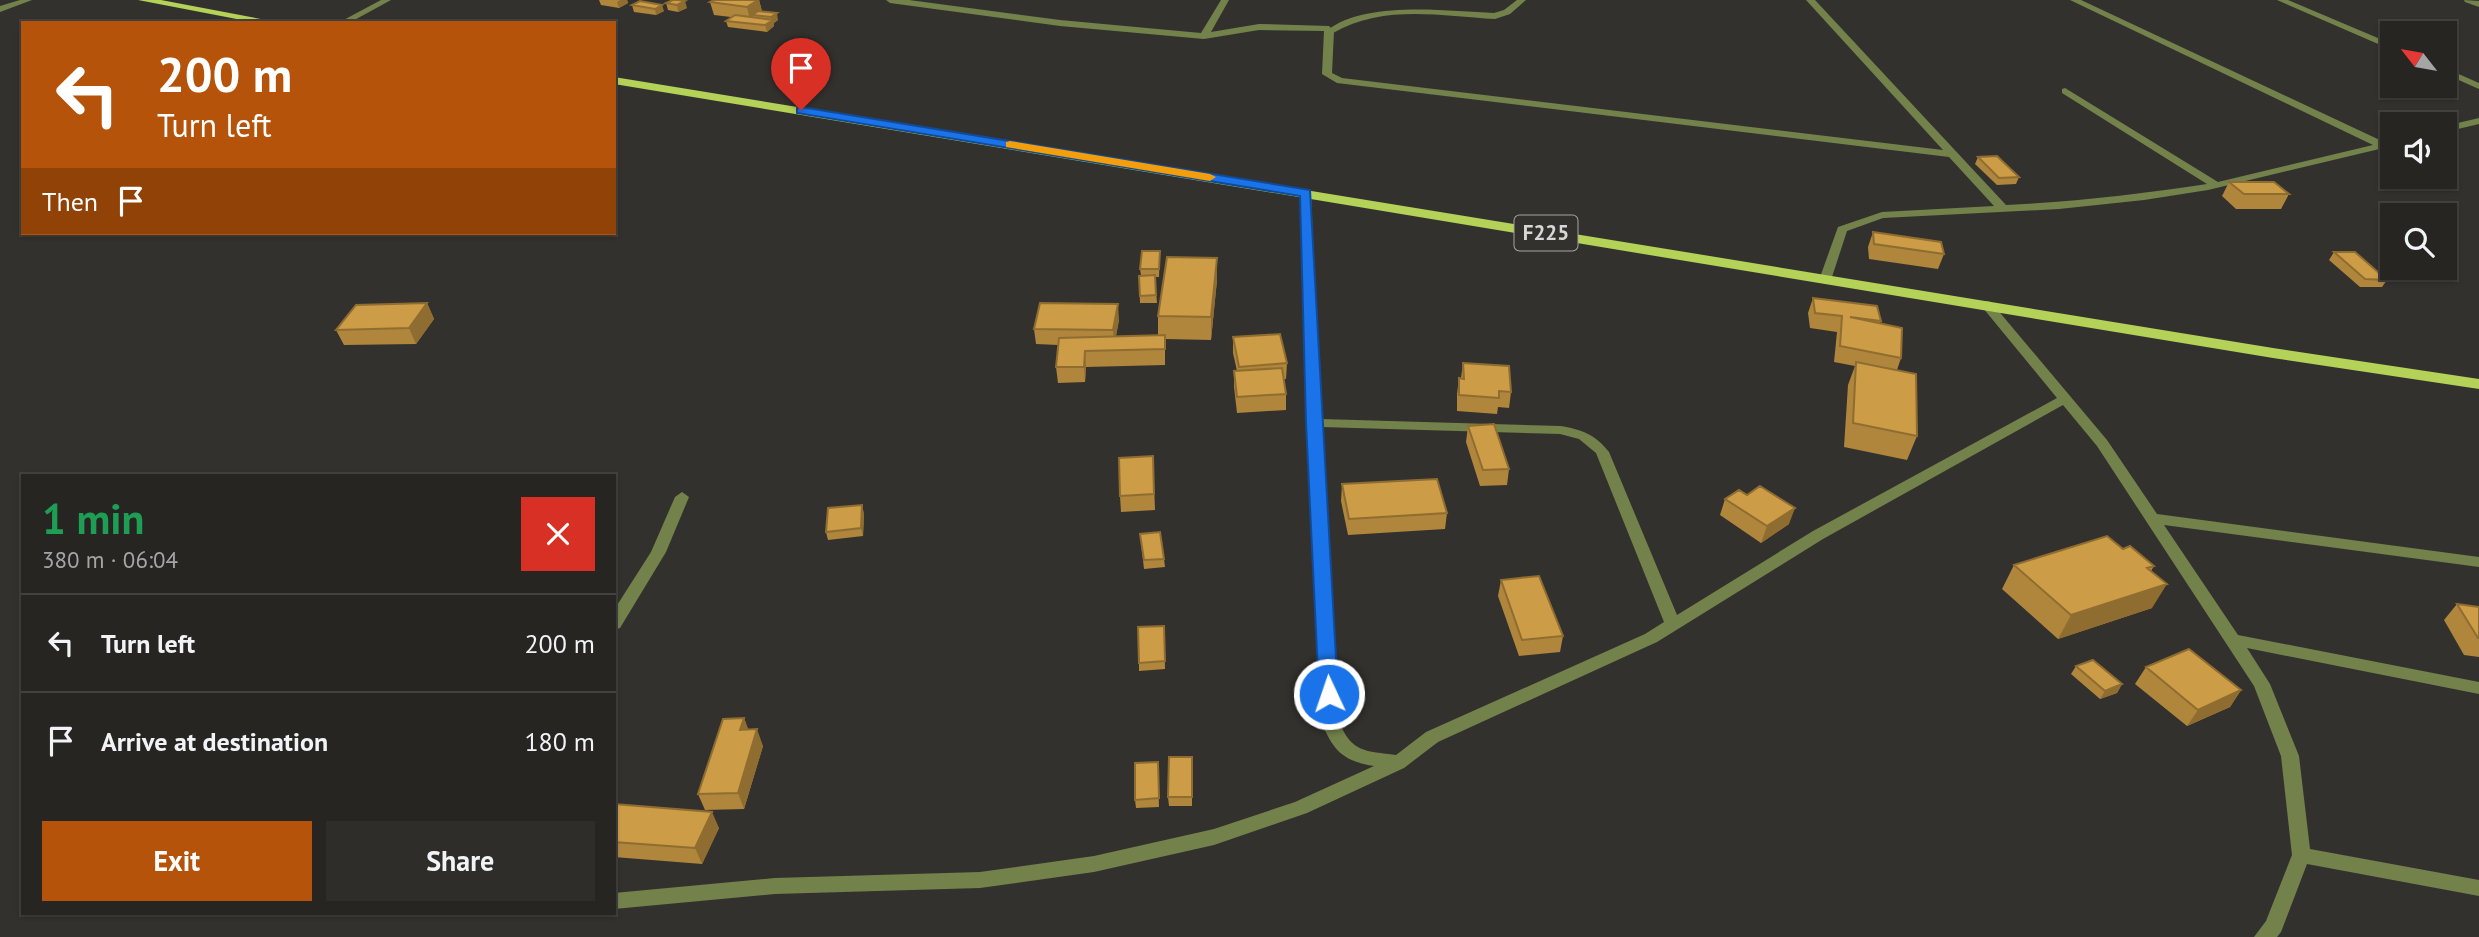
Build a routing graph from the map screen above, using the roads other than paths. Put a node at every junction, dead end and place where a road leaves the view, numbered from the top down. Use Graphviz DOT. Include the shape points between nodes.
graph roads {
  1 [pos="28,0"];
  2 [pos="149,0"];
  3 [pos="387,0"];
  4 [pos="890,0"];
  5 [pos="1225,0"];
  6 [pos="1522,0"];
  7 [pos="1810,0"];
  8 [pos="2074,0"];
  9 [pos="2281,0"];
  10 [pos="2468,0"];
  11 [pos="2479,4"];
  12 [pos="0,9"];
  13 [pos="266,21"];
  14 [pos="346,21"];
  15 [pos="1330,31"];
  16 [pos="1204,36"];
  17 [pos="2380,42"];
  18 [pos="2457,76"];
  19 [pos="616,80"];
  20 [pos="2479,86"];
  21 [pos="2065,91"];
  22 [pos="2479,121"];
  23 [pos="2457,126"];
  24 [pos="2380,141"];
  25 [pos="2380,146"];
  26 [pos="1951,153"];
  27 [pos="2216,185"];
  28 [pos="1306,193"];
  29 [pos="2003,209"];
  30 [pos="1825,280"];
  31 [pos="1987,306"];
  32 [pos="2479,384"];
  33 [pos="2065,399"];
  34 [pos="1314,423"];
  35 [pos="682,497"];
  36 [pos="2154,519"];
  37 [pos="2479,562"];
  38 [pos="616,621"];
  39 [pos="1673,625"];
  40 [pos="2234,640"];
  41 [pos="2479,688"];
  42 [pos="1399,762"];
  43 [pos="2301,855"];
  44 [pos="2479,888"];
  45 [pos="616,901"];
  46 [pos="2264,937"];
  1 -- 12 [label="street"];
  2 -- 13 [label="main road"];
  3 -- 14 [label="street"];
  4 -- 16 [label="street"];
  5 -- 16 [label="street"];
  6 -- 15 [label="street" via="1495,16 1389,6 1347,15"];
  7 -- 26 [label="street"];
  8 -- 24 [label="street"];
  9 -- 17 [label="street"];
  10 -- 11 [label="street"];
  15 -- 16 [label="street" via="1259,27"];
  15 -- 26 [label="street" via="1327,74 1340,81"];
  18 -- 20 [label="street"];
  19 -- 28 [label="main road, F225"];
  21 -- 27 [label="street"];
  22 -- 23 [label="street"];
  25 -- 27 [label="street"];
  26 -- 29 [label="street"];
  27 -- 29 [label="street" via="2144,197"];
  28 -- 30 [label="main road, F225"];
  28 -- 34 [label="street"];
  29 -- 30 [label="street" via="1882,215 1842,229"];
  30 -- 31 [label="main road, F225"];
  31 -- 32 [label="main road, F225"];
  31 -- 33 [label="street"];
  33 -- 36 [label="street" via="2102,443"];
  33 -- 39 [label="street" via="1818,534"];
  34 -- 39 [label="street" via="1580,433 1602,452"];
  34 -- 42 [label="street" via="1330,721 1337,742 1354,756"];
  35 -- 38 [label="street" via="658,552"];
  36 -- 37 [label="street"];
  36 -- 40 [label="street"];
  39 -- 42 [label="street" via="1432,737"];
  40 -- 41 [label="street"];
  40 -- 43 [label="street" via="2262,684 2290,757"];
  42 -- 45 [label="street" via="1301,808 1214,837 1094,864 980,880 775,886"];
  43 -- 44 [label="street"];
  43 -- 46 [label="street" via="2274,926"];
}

__What is required__
From the first line to the last, copy the listing above exactly, dropping all images.

__Answer to this task__
Build a routing graph from the map screen above, using the roads other than paths. Put a node at every junction, dead end and place where a road leaves the view, numbered from the top down. Use Graphviz DOT. Include the shape points between nodes.
graph roads {
  1 [pos="28,0"];
  2 [pos="149,0"];
  3 [pos="387,0"];
  4 [pos="890,0"];
  5 [pos="1225,0"];
  6 [pos="1522,0"];
  7 [pos="1810,0"];
  8 [pos="2074,0"];
  9 [pos="2281,0"];
  10 [pos="2468,0"];
  11 [pos="2479,4"];
  12 [pos="0,9"];
  13 [pos="266,21"];
  14 [pos="346,21"];
  15 [pos="1330,31"];
  16 [pos="1204,36"];
  17 [pos="2380,42"];
  18 [pos="2457,76"];
  19 [pos="616,80"];
  20 [pos="2479,86"];
  21 [pos="2065,91"];
  22 [pos="2479,121"];
  23 [pos="2457,126"];
  24 [pos="2380,141"];
  25 [pos="2380,146"];
  26 [pos="1951,153"];
  27 [pos="2216,185"];
  28 [pos="1306,193"];
  29 [pos="2003,209"];
  30 [pos="1825,280"];
  31 [pos="1987,306"];
  32 [pos="2479,384"];
  33 [pos="2065,399"];
  34 [pos="1314,423"];
  35 [pos="682,497"];
  36 [pos="2154,519"];
  37 [pos="2479,562"];
  38 [pos="616,621"];
  39 [pos="1673,625"];
  40 [pos="2234,640"];
  41 [pos="2479,688"];
  42 [pos="1399,762"];
  43 [pos="2301,855"];
  44 [pos="2479,888"];
  45 [pos="616,901"];
  46 [pos="2264,937"];
  1 -- 12 [label="street"];
  2 -- 13 [label="main road"];
  3 -- 14 [label="street"];
  4 -- 16 [label="street"];
  5 -- 16 [label="street"];
  6 -- 15 [label="street" via="1495,16 1389,6 1347,15"];
  7 -- 26 [label="street"];
  8 -- 24 [label="street"];
  9 -- 17 [label="street"];
  10 -- 11 [label="street"];
  15 -- 16 [label="street" via="1259,27"];
  15 -- 26 [label="street" via="1327,74 1340,81"];
  18 -- 20 [label="street"];
  19 -- 28 [label="main road, F225"];
  21 -- 27 [label="street"];
  22 -- 23 [label="street"];
  25 -- 27 [label="street"];
  26 -- 29 [label="street"];
  27 -- 29 [label="street" via="2144,197"];
  28 -- 30 [label="main road, F225"];
  28 -- 34 [label="street"];
  29 -- 30 [label="street" via="1882,215 1842,229"];
  30 -- 31 [label="main road, F225"];
  31 -- 32 [label="main road, F225"];
  31 -- 33 [label="street"];
  33 -- 36 [label="street" via="2102,443"];
  33 -- 39 [label="street" via="1818,534"];
  34 -- 39 [label="street" via="1580,433 1602,452"];
  34 -- 42 [label="street" via="1330,721 1337,742 1354,756"];
  35 -- 38 [label="street" via="658,552"];
  36 -- 37 [label="street"];
  36 -- 40 [label="street"];
  39 -- 42 [label="street" via="1432,737"];
  40 -- 41 [label="street"];
  40 -- 43 [label="street" via="2262,684 2290,757"];
  42 -- 45 [label="street" via="1301,808 1214,837 1094,864 980,880 775,886"];
  43 -- 44 [label="street"];
  43 -- 46 [label="street" via="2274,926"];
}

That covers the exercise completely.